I rewrote my projects code to this:


from jsonschema import validate

...

with open(os.path.join(settings.BASE_DIR, "schema.yaml")) as f:
    SCHEMA = yaml.load(f)["schema"]
_validator_class = validator_for(SCHEMA)
_validator_class.check_schema(SCHEMA)
validator = _validator_class(SCHEMA)

...


class Build(models.Model):

    ...

    @classmethod
    def validate_build(cls, build):
        validator.validate(build)

How do they compare, performance-wise?

Let this simple benchmark code speak for itself:


from buildhub.main.models import Build, SCHEMA

import fastjsonschema
from jsonschema import validate, ValidationError
from jsonschema.validators import validator_for


def f1(qs):
    for build in qs:
        validate(build.build, SCHEMA)


def f2(qs):
    validator = validator_for(SCHEMA)
    for build in qs:
        validate(build.build, SCHEMA, cls=validator)


def f3(qs):
    cls = validator_for(SCHEMA)
    cls.check_schema(SCHEMA)
    instance = cls(SCHEMA)
    for build in qs:
        instance.validate(build.build)


def f4(qs):
    for build in qs:
        fastjsonschema.validate(SCHEMA, build.build)


def f5(qs):
    validator = fastjsonschema.compile(SCHEMA)
    for build in qs:
        validator(build.build)


# Reporting
import time
import statistics
import random

functions = f1, f2, f3, f4, f5
times = {f.__name__: [] for f in functions}


for _ in range(3):
    qs = list(Build.objects.all().order_by("?")[:1000])
    for func in functions:
        t0 = time.time()
        func(qs)
        t1 = time.time()
        times[func.__name__].append((t1 - t0) * 1000)


def f(ms):
    return f"{ms:.1f}ms"


for name, numbers in times.items():
    print("FUNCTION:", name, "Used", len(numbers), "times")
    print("\tBEST  ", f(min(numbers)))
    print("\tMEDIAN", f(statistics.median(numbers)))
    print("\tMEAN  ", f(statistics.mean(numbers)))
    print("\tSTDEV ", f(statistics.stdev(numbers)))

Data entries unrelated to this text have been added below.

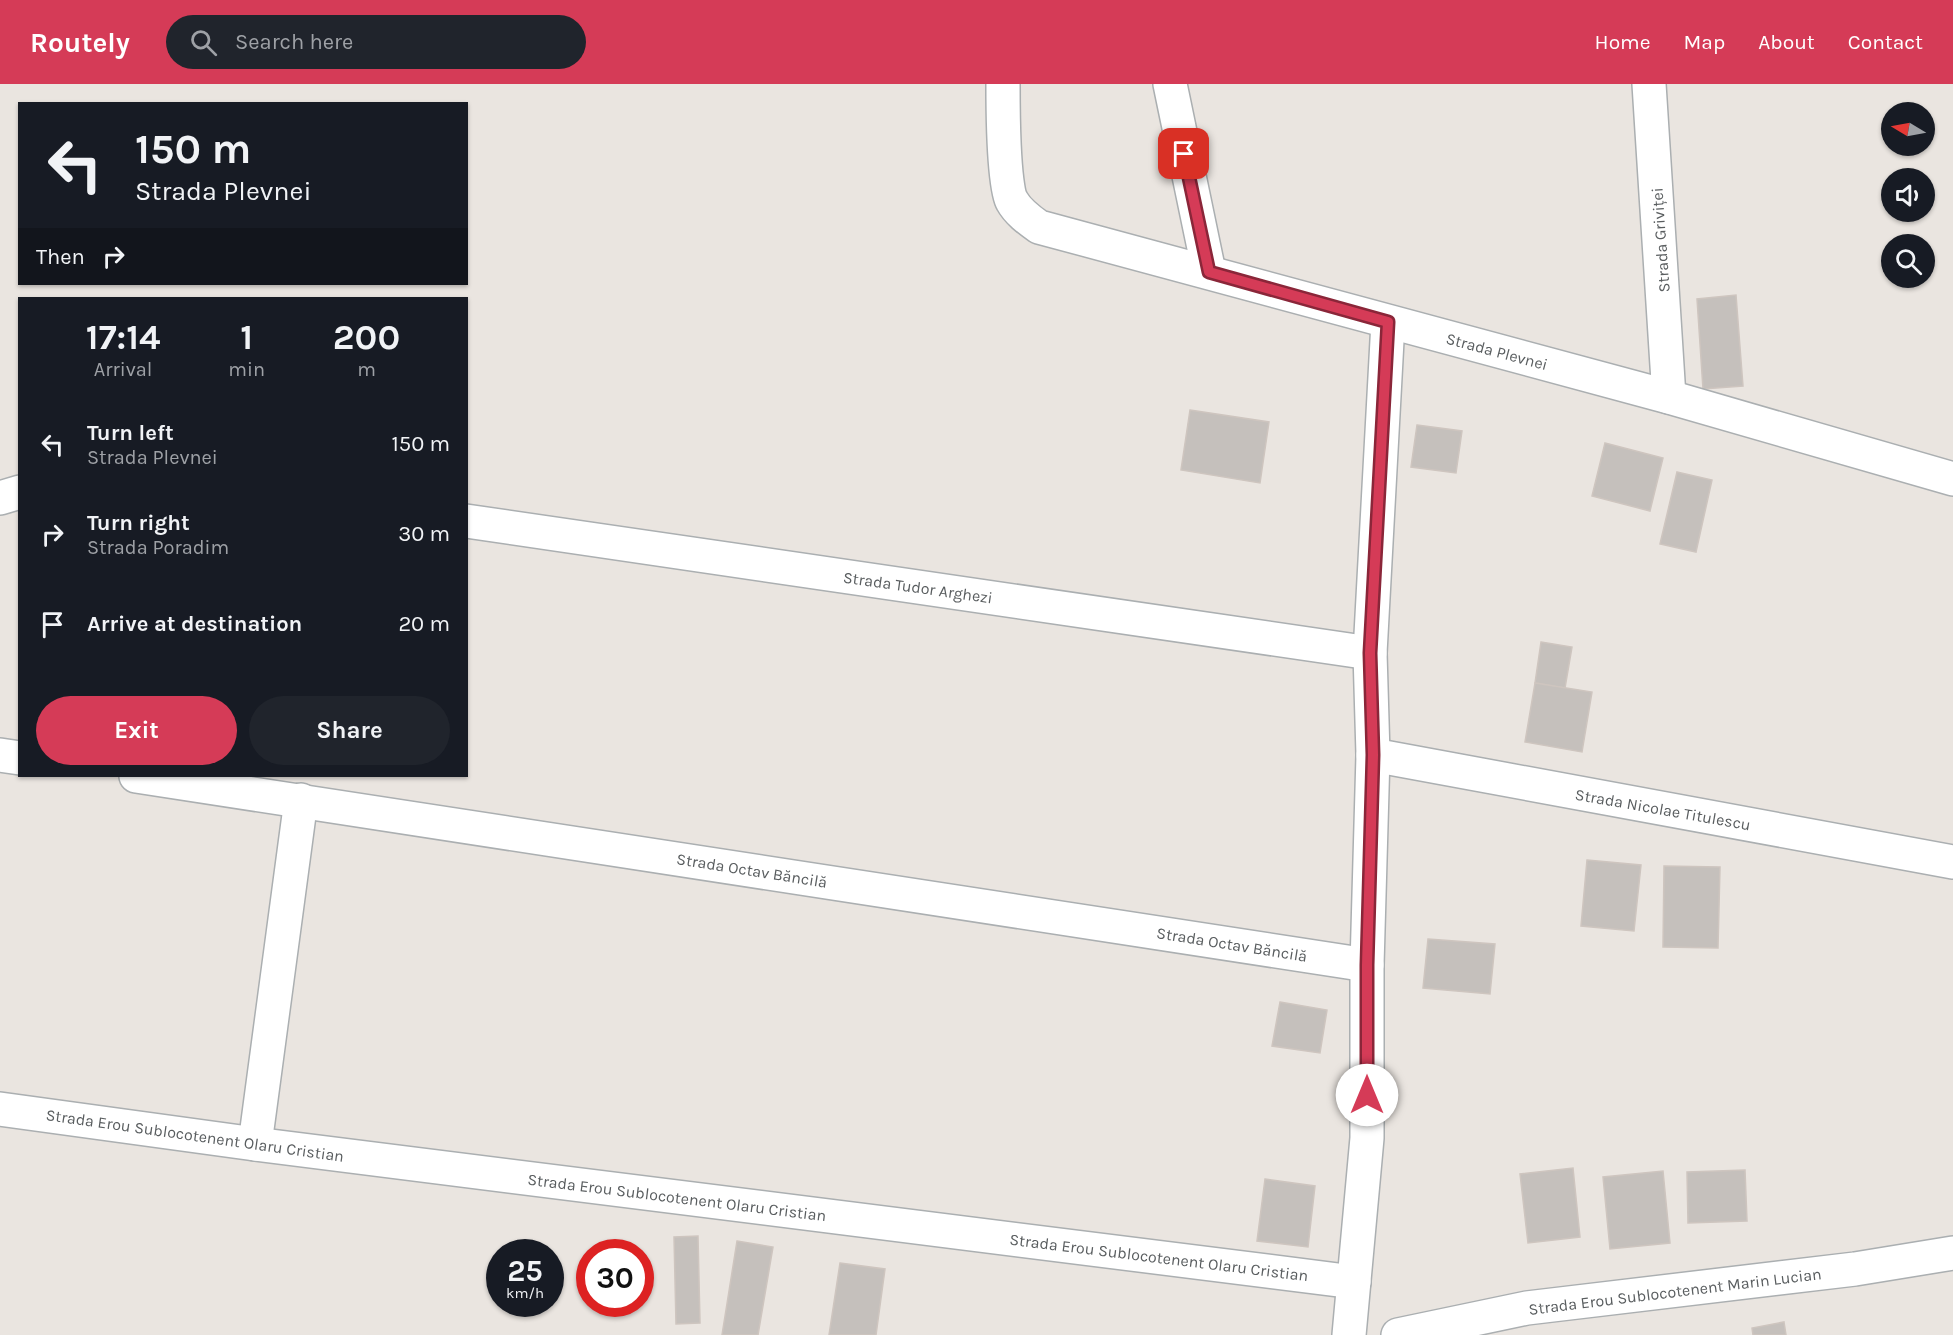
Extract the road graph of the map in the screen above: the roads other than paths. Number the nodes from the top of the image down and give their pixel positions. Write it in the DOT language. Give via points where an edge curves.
graph roads {
  1 [pos="1003,84"];
  2 [pos="1170,84"];
  3 [pos="1649,84"];
  4 [pos="1209,272"];
  5 [pos="1388,322"];
  6 [pos="1669,397"];
  7 [pos="1953,479"];
  8 [pos="18,493"];
  9 [pos="0,498"];
  10 [pos="468,521"];
  11 [pos="1370,653"];
  12 [pos="0,755"];
  13 [pos="1373,755"];
  14 [pos="18,758"];
  15 [pos="143,777"];
  16 [pos="301,800"];
  17 [pos="1953,862"];
  18 [pos="1367,965"];
  19 [pos="0,1109"];
  20 [pos="255,1143"];
  21 [pos="1953,1253"];
  22 [pos="1354,1282"];
  23 [pos="1349,1335"];
  24 [pos="1398,1335"];
  1 -- 4 [label="street, Strada Plevnei" via="1011,200 1021,213 1039,227"];
  2 -- 4 [label="street"];
  3 -- 6 [label="street, Strada Griviței"];
  4 -- 5 [label="street, Strada Plevnei"];
  5 -- 6 [label="street, Strada Plevnei"];
  5 -- 11 [label="street"];
  6 -- 7 [label="street, Strada Plevnei"];
  8 -- 9 [label="street"];
  10 -- 11 [label="street, Strada Tudor Arghezi"];
  11 -- 13 [label="street"];
  12 -- 14 [label="street"];
  13 -- 17 [label="street, Strada Nicolae Titulescu"];
  13 -- 18 [label="street"];
  15 -- 16 [label="street, Strada Octav Băncilă"];
  16 -- 18 [label="street, Strada Octav Băncilă"];
  16 -- 20 [label="street"];
  18 -- 22 [label="street" via="1367,1138"];
  19 -- 20 [label="street, Strada Erou Sublocotenent Olaru Cristian"];
  20 -- 22 [label="street, Strada Erou Sublocotenent Olaru Cristian"];
  21 -- 24 [label="street, Strada Erou Sublocotenent Marin Lucian" via="1855,1269 1527,1308"];
  22 -- 23 [label="street"];
}
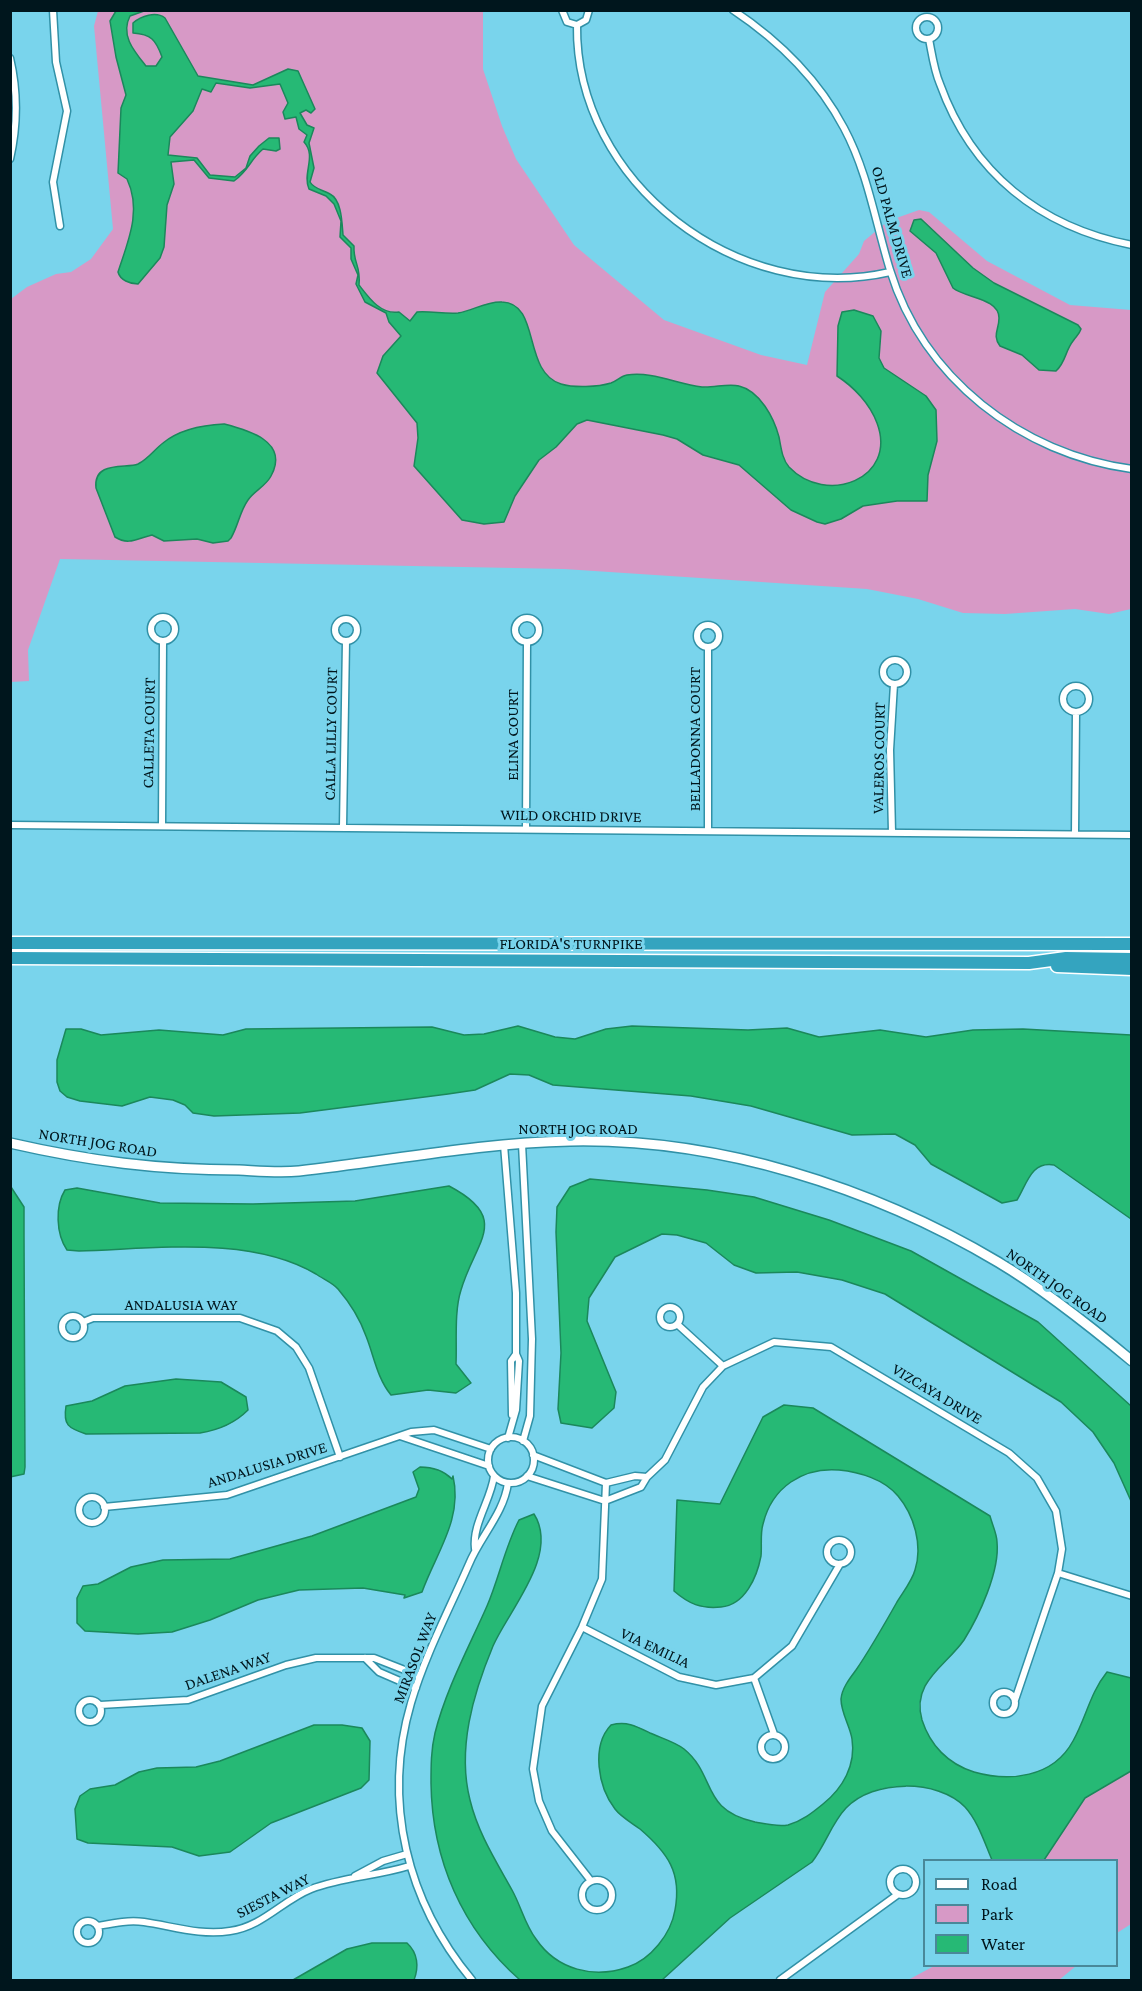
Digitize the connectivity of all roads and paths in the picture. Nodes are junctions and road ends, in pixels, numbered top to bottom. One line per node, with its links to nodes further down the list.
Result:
1 (53, 10): 9 (street)
2 (562, 10): 5 (street)
3 (589, 10): 5 (street)
4 (732, 10): 11 (street, OLD PALM DRIVE)
5 (577, 25): 11 (street)
6 (929, 39): 10 (street)
7 (10, 58): 8 (street)
8 (10, 159)
9 (60, 226)
10 (1131, 245)
11 (890, 272): 12 (street, OLD PALM DRIVE)
12 (1131, 469)
13 (164, 641): 20 (street, CALLETA COURT)
14 (346, 641): 21 (street, CALLA LILLY COURT)
15 (527, 642): 22 (street, ELINA COURT)
16 (708, 647): 23 (street, BELLADONNA COURT)
17 (894, 684): 17 (street, VALEROS COURT); 24 (street, VALEROS COURT)
18 (1076, 712): 18 (street); 25 (street)
19 (10, 825): 20 (street, WILD ORCHID DRIVE)
20 (162, 825): 21 (street, WILD ORCHID DRIVE)
21 (343, 827): 22 (street, WILD ORCHID DRIVE)
22 (526, 829): 23 (street, WILD ORCHID DRIVE)
23 (708, 831): 24 (street, WILD ORCHID DRIVE)
24 (891, 832): 25 (street, WILD ORCHID DRIVE)
25 (1074, 834): 26 (street, WILD ORCHID DRIVE)
26 (1131, 835)
27 (10, 943): 28 (highway, FLORIDA'S TURNPIKE)
28 (1131, 944)
29 (10, 958): 31 (highway, FLORIDA'S TURNPIKE)
30 (1131, 958): 31 (highway, FLORIDA'S TURNPIKE)
31 (1029, 963): 32 (highway)
32 (1131, 969)
33 (10, 1143): 35 (street, NORTH JOG ROAD)
34 (522, 1144): 35 (street, NORTH JOG ROAD); 38 (street, NORTH JOG ROAD); 42 (street)
35 (504, 1145): 41 (street)
36 (83, 1322): 45 (street, ANDALUSIA WAY)
37 (677, 1324): 39 (street)
38 (1131, 1361)
39 (723, 1366): 49 (street, VIZCAYA DRIVE); 56 (street, VIZCAYA DRIVE)
40 (400, 1436): 43 (street, ANDALUSIA DRIVE); 45 (street, ANDALUSIA DRIVE); 46 (street)
41 (508, 1438): 42 (street); 43 (street)
42 (523, 1441): 44 (street)
43 (491, 1449): 46 (street)
44 (533, 1455): 48 (street); 51 (street)
45 (340, 1457): 53 (street, ANDALUSIA DRIVE)
46 (489, 1466): 47 (street)
47 (494, 1476): 50 (street); 54 (street, MIRASOL WAY)
48 (528, 1476): 50 (street); 52 (street)
49 (647, 1477): 51 (street); 52 (street, VIZCAYA DRIVE)
50 (508, 1483): 54 (street, MIRASOL WAY)
51 (606, 1483): 52 (street)
52 (606, 1501): 58 (street)
53 (104, 1506): 53 (street, ANDALUSIA DRIVE)
54 (475, 1549): 60 (street, MIRASOL WAY)
55 (840, 1564): 55 (street, VIA EMILIA); 61 (street, VIA EMILIA)
56 (1058, 1573): 57 (street); 63 (street, VIZCAYA DRIVE)
57 (1131, 1596)
58 (582, 1628): 61 (street, VIA EMILIA); 69 (street)
59 (364, 1658): 60 (street, DALENA WAY); 62 (street); 64 (street, DALENA WAY)
60 (420, 1676): 62 (street, MIRASOL WAY)
61 (754, 1678): 65 (street)
62 (416, 1688): 66 (street, MIRASOL WAY)
63 (1015, 1700)
64 (100, 1705)
65 (774, 1734): 65 (street)
66 (407, 1854): 67 (street, MIRASOL WAY); 68 (street, SIESTA WAY)
67 (410, 1866): 68 (street, SIESTA WAY); 72 (street, MIRASOL WAY)
68 (352, 1878): 71 (street, SIESTA WAY)
69 (591, 1881): 69 (street)
70 (897, 1895): 70 (street); 73 (street)
71 (98, 1926)
72 (472, 1980)
73 (780, 1980)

Basically, 3 times for each of the alternative implementations, do a validation on a 1,000 JSON blobs (technically Python dicts) that is around 1KB, each, in size.

The results:

FUNCTION: f1 Used 3 times
    BEST   1247.9ms
    MEDIAN 1309.0ms
    MEAN   1330.0ms
    STDEV  94.5ms
FUNCTION: f2 Used 3 times
    BEST   1266.3ms
    MEDIAN 1267.5ms
    MEAN   1301.1ms
    STDEV  59.2ms
FUNCTION: f3 Used 3 times
    BEST   125.5ms
    MEDIAN 131.1ms
    MEAN   133.9ms
    STDEV  10.1ms
FUNCTION: f4 Used 3 times
    BEST   2032.3ms
    MEDIAN 2033.4ms
    MEAN   2143.9ms
    STDEV  192.3ms
FUNCTION: f5 Used 3 times
    BEST   16.7ms
    MEDIAN 17.1ms
    MEAN   21.0ms
    STDEV  7.1ms

Basically, if you use python-jsonschema and create a reusable instance it's 10 times faster than the "default way". And if you do the same but with python-fastjsonscham it's 100 times faster.

By the way, in version f5 it validated 1,000 1KB records in 16.7ms. That's insanely fast!